::: Data under study :::

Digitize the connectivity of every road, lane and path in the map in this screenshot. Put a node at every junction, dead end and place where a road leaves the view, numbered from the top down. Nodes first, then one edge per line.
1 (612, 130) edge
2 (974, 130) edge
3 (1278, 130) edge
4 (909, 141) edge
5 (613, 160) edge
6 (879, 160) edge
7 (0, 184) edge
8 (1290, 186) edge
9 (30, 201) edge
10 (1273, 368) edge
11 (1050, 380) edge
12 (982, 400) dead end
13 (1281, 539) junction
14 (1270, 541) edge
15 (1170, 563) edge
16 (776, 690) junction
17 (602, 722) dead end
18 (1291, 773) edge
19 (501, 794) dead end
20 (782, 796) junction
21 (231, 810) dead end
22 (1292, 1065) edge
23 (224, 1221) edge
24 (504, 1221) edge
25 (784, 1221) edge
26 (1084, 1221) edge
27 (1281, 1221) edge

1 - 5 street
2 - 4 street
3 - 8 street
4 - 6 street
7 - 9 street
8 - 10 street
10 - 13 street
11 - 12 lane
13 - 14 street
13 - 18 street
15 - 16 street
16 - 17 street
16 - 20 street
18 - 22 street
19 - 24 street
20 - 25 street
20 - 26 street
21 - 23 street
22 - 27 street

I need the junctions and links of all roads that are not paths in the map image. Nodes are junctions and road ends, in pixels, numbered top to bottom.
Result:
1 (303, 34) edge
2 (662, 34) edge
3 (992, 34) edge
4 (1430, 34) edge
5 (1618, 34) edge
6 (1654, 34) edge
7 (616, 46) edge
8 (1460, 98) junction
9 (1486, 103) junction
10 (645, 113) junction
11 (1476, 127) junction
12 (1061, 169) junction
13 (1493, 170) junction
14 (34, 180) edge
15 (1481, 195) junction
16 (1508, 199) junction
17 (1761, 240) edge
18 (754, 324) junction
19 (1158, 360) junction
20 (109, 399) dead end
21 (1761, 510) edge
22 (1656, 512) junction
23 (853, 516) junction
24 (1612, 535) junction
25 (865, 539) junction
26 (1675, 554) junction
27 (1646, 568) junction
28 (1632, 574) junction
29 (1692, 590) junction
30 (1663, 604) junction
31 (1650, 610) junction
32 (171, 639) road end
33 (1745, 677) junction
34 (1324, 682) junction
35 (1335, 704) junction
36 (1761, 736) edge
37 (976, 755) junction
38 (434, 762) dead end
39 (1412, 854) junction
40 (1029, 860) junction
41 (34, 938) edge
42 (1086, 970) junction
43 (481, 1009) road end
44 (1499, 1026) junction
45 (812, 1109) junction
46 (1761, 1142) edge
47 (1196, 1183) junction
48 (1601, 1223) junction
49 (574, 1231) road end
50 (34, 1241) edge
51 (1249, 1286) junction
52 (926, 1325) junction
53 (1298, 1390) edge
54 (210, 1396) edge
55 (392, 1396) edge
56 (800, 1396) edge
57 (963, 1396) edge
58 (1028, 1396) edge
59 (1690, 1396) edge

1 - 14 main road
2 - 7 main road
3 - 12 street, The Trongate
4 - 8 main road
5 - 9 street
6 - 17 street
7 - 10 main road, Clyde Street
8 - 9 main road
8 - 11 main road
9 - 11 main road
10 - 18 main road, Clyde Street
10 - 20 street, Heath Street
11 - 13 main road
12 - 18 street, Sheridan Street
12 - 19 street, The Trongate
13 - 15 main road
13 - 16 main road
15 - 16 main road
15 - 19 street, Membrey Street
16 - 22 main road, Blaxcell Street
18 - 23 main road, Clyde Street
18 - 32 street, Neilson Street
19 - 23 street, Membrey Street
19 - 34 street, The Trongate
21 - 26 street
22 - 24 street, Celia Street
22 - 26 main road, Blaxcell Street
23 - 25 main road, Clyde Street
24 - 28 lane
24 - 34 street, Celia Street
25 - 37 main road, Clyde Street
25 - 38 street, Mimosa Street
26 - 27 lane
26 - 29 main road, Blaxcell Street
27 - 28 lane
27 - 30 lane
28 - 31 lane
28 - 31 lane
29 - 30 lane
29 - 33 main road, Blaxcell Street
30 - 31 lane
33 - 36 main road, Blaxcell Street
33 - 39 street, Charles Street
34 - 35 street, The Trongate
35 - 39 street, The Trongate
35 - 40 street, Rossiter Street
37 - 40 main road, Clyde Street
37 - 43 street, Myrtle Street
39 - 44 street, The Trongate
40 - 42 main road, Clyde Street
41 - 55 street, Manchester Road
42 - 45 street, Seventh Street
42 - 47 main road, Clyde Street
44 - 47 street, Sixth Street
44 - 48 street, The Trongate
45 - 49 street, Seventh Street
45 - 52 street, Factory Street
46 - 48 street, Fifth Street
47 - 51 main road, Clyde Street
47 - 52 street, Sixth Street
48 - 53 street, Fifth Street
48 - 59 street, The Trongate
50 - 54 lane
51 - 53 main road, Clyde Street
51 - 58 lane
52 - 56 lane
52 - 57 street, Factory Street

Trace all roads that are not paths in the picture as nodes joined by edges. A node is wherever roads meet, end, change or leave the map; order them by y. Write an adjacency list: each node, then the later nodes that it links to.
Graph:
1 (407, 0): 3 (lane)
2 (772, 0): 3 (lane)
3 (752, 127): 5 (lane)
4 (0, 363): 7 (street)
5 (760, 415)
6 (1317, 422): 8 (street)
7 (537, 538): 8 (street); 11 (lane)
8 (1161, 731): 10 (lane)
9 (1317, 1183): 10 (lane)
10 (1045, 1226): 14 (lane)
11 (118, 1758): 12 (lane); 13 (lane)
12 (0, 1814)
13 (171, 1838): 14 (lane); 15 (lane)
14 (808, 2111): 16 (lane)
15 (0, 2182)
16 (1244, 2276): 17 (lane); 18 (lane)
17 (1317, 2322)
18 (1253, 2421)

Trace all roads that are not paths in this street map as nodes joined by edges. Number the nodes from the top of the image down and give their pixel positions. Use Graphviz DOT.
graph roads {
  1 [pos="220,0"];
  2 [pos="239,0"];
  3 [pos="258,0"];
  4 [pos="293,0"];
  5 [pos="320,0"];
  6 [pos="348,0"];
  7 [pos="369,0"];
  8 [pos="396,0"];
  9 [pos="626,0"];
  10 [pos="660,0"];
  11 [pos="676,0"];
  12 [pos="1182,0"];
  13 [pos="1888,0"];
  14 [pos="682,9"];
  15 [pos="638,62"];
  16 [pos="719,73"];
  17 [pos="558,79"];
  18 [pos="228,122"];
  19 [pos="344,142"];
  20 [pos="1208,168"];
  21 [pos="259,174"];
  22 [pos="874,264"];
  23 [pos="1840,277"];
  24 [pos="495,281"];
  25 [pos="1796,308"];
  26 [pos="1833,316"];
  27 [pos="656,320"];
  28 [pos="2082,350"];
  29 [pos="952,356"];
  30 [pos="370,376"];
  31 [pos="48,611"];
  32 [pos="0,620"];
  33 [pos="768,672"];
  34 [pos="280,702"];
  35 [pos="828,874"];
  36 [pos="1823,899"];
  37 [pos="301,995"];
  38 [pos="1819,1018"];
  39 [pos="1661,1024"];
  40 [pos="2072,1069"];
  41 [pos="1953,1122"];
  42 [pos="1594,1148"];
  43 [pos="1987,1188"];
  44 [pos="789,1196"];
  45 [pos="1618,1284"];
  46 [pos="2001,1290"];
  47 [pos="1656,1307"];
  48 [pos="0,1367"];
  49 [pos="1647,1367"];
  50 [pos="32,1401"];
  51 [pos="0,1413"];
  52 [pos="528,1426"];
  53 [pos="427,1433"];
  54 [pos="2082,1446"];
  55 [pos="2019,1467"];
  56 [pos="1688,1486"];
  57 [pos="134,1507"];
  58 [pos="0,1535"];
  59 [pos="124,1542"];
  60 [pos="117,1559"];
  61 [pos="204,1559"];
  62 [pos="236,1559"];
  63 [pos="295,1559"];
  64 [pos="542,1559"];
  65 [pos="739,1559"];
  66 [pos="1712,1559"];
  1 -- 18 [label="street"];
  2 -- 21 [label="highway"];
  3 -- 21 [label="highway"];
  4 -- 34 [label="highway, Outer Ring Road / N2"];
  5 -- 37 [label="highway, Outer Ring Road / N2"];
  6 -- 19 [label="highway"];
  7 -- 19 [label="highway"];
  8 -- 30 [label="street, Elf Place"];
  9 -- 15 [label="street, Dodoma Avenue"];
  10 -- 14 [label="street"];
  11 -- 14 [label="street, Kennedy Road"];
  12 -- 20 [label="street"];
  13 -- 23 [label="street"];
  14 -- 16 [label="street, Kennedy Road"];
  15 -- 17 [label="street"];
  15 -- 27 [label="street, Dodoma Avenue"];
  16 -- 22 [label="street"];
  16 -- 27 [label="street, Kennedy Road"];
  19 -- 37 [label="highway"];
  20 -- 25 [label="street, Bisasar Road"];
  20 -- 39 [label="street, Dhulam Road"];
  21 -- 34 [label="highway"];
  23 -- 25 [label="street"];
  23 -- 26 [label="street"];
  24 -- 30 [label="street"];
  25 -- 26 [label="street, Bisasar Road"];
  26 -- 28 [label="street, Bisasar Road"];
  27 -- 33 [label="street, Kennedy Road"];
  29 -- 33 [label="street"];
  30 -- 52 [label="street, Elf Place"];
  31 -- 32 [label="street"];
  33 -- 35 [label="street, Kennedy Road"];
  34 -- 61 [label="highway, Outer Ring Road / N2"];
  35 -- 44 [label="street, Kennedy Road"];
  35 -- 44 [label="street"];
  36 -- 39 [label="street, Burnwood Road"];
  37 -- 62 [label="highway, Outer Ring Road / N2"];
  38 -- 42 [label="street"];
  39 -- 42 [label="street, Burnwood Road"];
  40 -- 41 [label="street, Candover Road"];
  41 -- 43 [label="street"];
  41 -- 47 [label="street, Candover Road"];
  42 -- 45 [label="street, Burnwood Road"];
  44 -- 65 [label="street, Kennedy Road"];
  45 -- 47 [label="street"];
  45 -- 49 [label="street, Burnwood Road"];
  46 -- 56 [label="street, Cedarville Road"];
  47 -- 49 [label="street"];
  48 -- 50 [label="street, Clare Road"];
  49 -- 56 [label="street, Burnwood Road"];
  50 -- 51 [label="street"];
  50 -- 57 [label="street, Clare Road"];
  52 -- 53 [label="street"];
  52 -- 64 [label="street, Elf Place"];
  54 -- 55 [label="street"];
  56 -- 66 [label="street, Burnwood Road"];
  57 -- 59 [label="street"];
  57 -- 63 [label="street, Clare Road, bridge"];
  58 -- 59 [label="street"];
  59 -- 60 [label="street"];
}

:::

Wherever the word "Membrey" appears in a line of the data, copy that line.

15 - 19 street, Membrey Street
19 - 23 street, Membrey Street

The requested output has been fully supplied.